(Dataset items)
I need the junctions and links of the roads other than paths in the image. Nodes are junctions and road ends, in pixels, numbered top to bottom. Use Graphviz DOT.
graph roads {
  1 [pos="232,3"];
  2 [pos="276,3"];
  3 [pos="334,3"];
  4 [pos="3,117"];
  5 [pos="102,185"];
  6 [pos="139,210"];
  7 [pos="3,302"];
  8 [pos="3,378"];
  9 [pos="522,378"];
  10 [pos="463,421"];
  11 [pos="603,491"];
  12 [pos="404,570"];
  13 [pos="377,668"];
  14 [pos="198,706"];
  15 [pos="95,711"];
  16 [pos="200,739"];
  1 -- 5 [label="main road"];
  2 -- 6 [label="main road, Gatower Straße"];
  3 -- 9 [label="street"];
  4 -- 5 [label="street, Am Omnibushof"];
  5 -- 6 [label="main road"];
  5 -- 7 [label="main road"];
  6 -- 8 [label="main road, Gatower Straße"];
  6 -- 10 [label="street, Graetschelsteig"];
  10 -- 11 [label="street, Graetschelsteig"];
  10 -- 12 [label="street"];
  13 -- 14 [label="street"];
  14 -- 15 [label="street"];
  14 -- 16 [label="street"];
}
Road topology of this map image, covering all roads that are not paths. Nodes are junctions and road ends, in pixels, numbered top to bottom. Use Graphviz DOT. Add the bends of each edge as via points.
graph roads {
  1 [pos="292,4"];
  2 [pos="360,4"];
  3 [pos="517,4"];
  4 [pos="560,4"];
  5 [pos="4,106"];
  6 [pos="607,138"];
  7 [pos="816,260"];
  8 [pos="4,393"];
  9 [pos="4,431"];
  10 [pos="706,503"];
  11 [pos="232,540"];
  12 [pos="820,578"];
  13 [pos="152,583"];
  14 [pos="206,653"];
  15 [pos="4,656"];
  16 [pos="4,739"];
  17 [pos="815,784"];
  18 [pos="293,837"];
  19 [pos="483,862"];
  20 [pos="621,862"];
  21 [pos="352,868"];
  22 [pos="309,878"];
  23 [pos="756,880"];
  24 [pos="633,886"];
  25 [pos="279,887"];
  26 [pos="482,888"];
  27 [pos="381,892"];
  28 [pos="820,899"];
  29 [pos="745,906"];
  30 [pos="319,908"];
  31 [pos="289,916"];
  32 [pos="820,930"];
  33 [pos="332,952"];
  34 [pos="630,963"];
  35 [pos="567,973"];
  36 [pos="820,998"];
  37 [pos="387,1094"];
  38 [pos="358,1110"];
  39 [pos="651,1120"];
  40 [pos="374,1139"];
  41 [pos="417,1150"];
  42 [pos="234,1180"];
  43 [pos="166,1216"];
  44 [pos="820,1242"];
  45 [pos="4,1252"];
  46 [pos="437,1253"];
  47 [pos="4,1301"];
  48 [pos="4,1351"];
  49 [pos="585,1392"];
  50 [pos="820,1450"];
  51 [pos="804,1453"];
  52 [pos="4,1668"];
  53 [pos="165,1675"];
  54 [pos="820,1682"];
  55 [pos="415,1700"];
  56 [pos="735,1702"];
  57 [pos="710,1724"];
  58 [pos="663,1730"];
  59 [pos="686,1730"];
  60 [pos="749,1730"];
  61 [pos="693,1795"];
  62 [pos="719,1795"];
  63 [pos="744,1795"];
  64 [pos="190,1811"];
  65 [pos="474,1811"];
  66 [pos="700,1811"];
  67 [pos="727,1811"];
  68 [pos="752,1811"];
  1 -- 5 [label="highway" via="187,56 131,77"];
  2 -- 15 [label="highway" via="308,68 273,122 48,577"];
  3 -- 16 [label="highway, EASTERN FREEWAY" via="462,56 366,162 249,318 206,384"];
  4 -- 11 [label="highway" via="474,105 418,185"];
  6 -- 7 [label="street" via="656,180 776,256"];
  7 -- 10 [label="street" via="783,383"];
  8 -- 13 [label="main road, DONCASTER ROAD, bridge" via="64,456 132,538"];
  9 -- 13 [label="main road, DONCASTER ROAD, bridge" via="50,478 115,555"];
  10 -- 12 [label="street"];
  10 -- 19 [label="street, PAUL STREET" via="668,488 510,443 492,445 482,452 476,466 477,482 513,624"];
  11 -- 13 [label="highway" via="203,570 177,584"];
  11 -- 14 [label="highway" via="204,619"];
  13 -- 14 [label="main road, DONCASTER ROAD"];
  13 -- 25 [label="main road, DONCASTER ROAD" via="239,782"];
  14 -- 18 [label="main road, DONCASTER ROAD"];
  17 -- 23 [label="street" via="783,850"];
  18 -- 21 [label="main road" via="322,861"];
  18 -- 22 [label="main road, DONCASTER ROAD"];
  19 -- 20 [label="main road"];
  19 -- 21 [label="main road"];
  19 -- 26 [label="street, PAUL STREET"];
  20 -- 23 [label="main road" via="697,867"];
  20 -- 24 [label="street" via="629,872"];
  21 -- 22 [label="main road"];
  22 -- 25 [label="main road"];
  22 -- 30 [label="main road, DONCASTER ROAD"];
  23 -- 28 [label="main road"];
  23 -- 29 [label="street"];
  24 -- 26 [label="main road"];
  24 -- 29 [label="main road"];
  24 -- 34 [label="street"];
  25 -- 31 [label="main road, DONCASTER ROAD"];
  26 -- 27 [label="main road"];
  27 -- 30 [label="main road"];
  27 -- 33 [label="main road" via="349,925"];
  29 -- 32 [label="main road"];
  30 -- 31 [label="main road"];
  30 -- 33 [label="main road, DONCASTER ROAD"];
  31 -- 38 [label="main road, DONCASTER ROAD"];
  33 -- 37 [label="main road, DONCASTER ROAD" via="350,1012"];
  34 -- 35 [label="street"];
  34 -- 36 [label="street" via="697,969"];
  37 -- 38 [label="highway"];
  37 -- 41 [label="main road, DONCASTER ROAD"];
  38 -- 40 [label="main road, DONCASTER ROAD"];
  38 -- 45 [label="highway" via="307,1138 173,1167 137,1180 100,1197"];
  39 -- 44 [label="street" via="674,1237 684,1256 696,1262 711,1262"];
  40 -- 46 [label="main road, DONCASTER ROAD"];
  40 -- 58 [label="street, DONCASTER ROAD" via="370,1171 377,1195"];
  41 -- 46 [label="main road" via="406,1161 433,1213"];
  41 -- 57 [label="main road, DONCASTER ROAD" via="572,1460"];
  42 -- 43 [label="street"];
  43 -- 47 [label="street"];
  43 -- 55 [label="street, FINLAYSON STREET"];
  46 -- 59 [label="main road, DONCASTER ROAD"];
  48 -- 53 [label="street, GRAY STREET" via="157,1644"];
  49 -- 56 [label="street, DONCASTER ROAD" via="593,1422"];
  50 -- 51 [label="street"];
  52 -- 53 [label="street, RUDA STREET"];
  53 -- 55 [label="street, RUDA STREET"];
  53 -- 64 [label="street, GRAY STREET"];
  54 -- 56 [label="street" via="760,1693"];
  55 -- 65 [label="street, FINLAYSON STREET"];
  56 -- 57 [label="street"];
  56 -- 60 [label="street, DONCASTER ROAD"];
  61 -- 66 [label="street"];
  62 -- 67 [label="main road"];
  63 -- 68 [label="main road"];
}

What to do:
Reproduce, word for word, all of the entries above.

Exercise output:
I need the junctions and links of the roads other than paths in the image. Nodes are junctions and road ends, in pixels, numbered top to bottom. Use Graphviz DOT.
graph roads {
  1 [pos="232,3"];
  2 [pos="276,3"];
  3 [pos="334,3"];
  4 [pos="3,117"];
  5 [pos="102,185"];
  6 [pos="139,210"];
  7 [pos="3,302"];
  8 [pos="3,378"];
  9 [pos="522,378"];
  10 [pos="463,421"];
  11 [pos="603,491"];
  12 [pos="404,570"];
  13 [pos="377,668"];
  14 [pos="198,706"];
  15 [pos="95,711"];
  16 [pos="200,739"];
  1 -- 5 [label="main road"];
  2 -- 6 [label="main road, Gatower Straße"];
  3 -- 9 [label="street"];
  4 -- 5 [label="street, Am Omnibushof"];
  5 -- 6 [label="main road"];
  5 -- 7 [label="main road"];
  6 -- 8 [label="main road, Gatower Straße"];
  6 -- 10 [label="street, Graetschelsteig"];
  10 -- 11 [label="street, Graetschelsteig"];
  10 -- 12 [label="street"];
  13 -- 14 [label="street"];
  14 -- 15 [label="street"];
  14 -- 16 [label="street"];
}
Road topology of this map image, covering all roads that are not paths. Nodes are junctions and road ends, in pixels, numbered top to bottom. Use Graphviz DOT. Add the bends of each edge as via points.
graph roads {
  1 [pos="292,4"];
  2 [pos="360,4"];
  3 [pos="517,4"];
  4 [pos="560,4"];
  5 [pos="4,106"];
  6 [pos="607,138"];
  7 [pos="816,260"];
  8 [pos="4,393"];
  9 [pos="4,431"];
  10 [pos="706,503"];
  11 [pos="232,540"];
  12 [pos="820,578"];
  13 [pos="152,583"];
  14 [pos="206,653"];
  15 [pos="4,656"];
  16 [pos="4,739"];
  17 [pos="815,784"];
  18 [pos="293,837"];
  19 [pos="483,862"];
  20 [pos="621,862"];
  21 [pos="352,868"];
  22 [pos="309,878"];
  23 [pos="756,880"];
  24 [pos="633,886"];
  25 [pos="279,887"];
  26 [pos="482,888"];
  27 [pos="381,892"];
  28 [pos="820,899"];
  29 [pos="745,906"];
  30 [pos="319,908"];
  31 [pos="289,916"];
  32 [pos="820,930"];
  33 [pos="332,952"];
  34 [pos="630,963"];
  35 [pos="567,973"];
  36 [pos="820,998"];
  37 [pos="387,1094"];
  38 [pos="358,1110"];
  39 [pos="651,1120"];
  40 [pos="374,1139"];
  41 [pos="417,1150"];
  42 [pos="234,1180"];
  43 [pos="166,1216"];
  44 [pos="820,1242"];
  45 [pos="4,1252"];
  46 [pos="437,1253"];
  47 [pos="4,1301"];
  48 [pos="4,1351"];
  49 [pos="585,1392"];
  50 [pos="820,1450"];
  51 [pos="804,1453"];
  52 [pos="4,1668"];
  53 [pos="165,1675"];
  54 [pos="820,1682"];
  55 [pos="415,1700"];
  56 [pos="735,1702"];
  57 [pos="710,1724"];
  58 [pos="663,1730"];
  59 [pos="686,1730"];
  60 [pos="749,1730"];
  61 [pos="693,1795"];
  62 [pos="719,1795"];
  63 [pos="744,1795"];
  64 [pos="190,1811"];
  65 [pos="474,1811"];
  66 [pos="700,1811"];
  67 [pos="727,1811"];
  68 [pos="752,1811"];
  1 -- 5 [label="highway" via="187,56 131,77"];
  2 -- 15 [label="highway" via="308,68 273,122 48,577"];
  3 -- 16 [label="highway, EASTERN FREEWAY" via="462,56 366,162 249,318 206,384"];
  4 -- 11 [label="highway" via="474,105 418,185"];
  6 -- 7 [label="street" via="656,180 776,256"];
  7 -- 10 [label="street" via="783,383"];
  8 -- 13 [label="main road, DONCASTER ROAD, bridge" via="64,456 132,538"];
  9 -- 13 [label="main road, DONCASTER ROAD, bridge" via="50,478 115,555"];
  10 -- 12 [label="street"];
  10 -- 19 [label="street, PAUL STREET" via="668,488 510,443 492,445 482,452 476,466 477,482 513,624"];
  11 -- 13 [label="highway" via="203,570 177,584"];
  11 -- 14 [label="highway" via="204,619"];
  13 -- 14 [label="main road, DONCASTER ROAD"];
  13 -- 25 [label="main road, DONCASTER ROAD" via="239,782"];
  14 -- 18 [label="main road, DONCASTER ROAD"];
  17 -- 23 [label="street" via="783,850"];
  18 -- 21 [label="main road" via="322,861"];
  18 -- 22 [label="main road, DONCASTER ROAD"];
  19 -- 20 [label="main road"];
  19 -- 21 [label="main road"];
  19 -- 26 [label="street, PAUL STREET"];
  20 -- 23 [label="main road" via="697,867"];
  20 -- 24 [label="street" via="629,872"];
  21 -- 22 [label="main road"];
  22 -- 25 [label="main road"];
  22 -- 30 [label="main road, DONCASTER ROAD"];
  23 -- 28 [label="main road"];
  23 -- 29 [label="street"];
  24 -- 26 [label="main road"];
  24 -- 29 [label="main road"];
  24 -- 34 [label="street"];
  25 -- 31 [label="main road, DONCASTER ROAD"];
  26 -- 27 [label="main road"];
  27 -- 30 [label="main road"];
  27 -- 33 [label="main road" via="349,925"];
  29 -- 32 [label="main road"];
  30 -- 31 [label="main road"];
  30 -- 33 [label="main road, DONCASTER ROAD"];
  31 -- 38 [label="main road, DONCASTER ROAD"];
  33 -- 37 [label="main road, DONCASTER ROAD" via="350,1012"];
  34 -- 35 [label="street"];
  34 -- 36 [label="street" via="697,969"];
  37 -- 38 [label="highway"];
  37 -- 41 [label="main road, DONCASTER ROAD"];
  38 -- 40 [label="main road, DONCASTER ROAD"];
  38 -- 45 [label="highway" via="307,1138 173,1167 137,1180 100,1197"];
  39 -- 44 [label="street" via="674,1237 684,1256 696,1262 711,1262"];
  40 -- 46 [label="main road, DONCASTER ROAD"];
  40 -- 58 [label="street, DONCASTER ROAD" via="370,1171 377,1195"];
  41 -- 46 [label="main road" via="406,1161 433,1213"];
  41 -- 57 [label="main road, DONCASTER ROAD" via="572,1460"];
  42 -- 43 [label="street"];
  43 -- 47 [label="street"];
  43 -- 55 [label="street, FINLAYSON STREET"];
  46 -- 59 [label="main road, DONCASTER ROAD"];
  48 -- 53 [label="street, GRAY STREET" via="157,1644"];
  49 -- 56 [label="street, DONCASTER ROAD" via="593,1422"];
  50 -- 51 [label="street"];
  52 -- 53 [label="street, RUDA STREET"];
  53 -- 55 [label="street, RUDA STREET"];
  53 -- 64 [label="street, GRAY STREET"];
  54 -- 56 [label="street" via="760,1693"];
  55 -- 65 [label="street, FINLAYSON STREET"];
  56 -- 57 [label="street"];
  56 -- 60 [label="street, DONCASTER ROAD"];
  61 -- 66 [label="street"];
  62 -- 67 [label="main road"];
  63 -- 68 [label="main road"];
}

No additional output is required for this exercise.